Collected data entries
*-*-*

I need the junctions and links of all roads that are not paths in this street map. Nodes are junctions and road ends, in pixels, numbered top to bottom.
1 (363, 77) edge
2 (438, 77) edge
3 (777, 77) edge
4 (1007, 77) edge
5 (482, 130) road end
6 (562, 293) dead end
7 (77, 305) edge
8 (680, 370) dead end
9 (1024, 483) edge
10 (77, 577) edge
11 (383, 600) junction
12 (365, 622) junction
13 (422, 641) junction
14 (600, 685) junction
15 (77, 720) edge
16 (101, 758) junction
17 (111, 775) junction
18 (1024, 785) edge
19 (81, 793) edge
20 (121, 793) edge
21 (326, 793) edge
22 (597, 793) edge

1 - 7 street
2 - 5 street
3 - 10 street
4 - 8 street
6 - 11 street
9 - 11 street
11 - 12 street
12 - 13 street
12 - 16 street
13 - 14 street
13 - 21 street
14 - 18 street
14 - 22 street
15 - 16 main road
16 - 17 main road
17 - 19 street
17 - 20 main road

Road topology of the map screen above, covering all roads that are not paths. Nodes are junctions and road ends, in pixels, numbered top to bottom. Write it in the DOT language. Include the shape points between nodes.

*-*-*

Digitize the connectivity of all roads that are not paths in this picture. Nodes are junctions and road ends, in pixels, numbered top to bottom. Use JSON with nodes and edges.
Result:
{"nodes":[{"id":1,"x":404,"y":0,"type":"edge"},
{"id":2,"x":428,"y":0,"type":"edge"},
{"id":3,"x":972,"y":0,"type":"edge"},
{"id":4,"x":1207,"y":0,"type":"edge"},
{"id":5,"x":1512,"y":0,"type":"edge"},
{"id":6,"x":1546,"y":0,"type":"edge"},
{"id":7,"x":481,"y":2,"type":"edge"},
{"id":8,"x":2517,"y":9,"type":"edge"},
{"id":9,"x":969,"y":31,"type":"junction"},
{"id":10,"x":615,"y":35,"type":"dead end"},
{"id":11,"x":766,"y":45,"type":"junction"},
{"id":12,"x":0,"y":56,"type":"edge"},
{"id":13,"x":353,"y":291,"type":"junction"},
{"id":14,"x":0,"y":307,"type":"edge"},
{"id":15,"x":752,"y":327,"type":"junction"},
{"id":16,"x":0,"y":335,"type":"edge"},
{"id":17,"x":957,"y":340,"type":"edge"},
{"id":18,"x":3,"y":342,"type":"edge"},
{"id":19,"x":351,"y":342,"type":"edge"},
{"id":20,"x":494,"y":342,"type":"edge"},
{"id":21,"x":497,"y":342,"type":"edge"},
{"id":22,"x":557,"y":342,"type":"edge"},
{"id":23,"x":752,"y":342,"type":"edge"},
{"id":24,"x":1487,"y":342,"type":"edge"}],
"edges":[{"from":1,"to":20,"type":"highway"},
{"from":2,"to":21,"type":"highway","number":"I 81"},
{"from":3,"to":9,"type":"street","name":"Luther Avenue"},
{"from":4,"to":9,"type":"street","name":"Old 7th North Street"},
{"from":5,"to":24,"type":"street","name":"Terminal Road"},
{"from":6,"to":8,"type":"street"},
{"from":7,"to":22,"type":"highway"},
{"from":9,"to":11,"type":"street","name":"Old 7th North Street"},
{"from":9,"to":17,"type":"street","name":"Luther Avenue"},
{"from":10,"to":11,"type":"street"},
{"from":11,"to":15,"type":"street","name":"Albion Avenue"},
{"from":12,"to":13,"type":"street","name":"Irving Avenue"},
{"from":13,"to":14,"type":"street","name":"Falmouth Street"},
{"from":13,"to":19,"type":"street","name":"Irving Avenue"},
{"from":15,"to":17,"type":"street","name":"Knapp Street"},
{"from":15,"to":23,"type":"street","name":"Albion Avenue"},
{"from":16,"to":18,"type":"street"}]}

*-*-*

Task goal:
Return, unchanged, the run of lines above that opens with the line containing "I need the junctions" and closes with the line containing "Road topology of". Include both.

The completed task:
I need the junctions and links of all roads that are not paths in this street map. Nodes are junctions and road ends, in pixels, numbered top to bottom.
1 (363, 77) edge
2 (438, 77) edge
3 (777, 77) edge
4 (1007, 77) edge
5 (482, 130) road end
6 (562, 293) dead end
7 (77, 305) edge
8 (680, 370) dead end
9 (1024, 483) edge
10 (77, 577) edge
11 (383, 600) junction
12 (365, 622) junction
13 (422, 641) junction
14 (600, 685) junction
15 (77, 720) edge
16 (101, 758) junction
17 (111, 775) junction
18 (1024, 785) edge
19 (81, 793) edge
20 (121, 793) edge
21 (326, 793) edge
22 (597, 793) edge

1 - 7 street
2 - 5 street
3 - 10 street
4 - 8 street
6 - 11 street
9 - 11 street
11 - 12 street
12 - 13 street
12 - 16 street
13 - 14 street
13 - 21 street
14 - 18 street
14 - 22 street
15 - 16 main road
16 - 17 main road
17 - 19 street
17 - 20 main road

Road topology of the map screen above, covering all roads that are not paths. Nodes are junctions and road ends, in pixels, numbered top to bottom. Write it in the DOT language. Include the shape points between nodes.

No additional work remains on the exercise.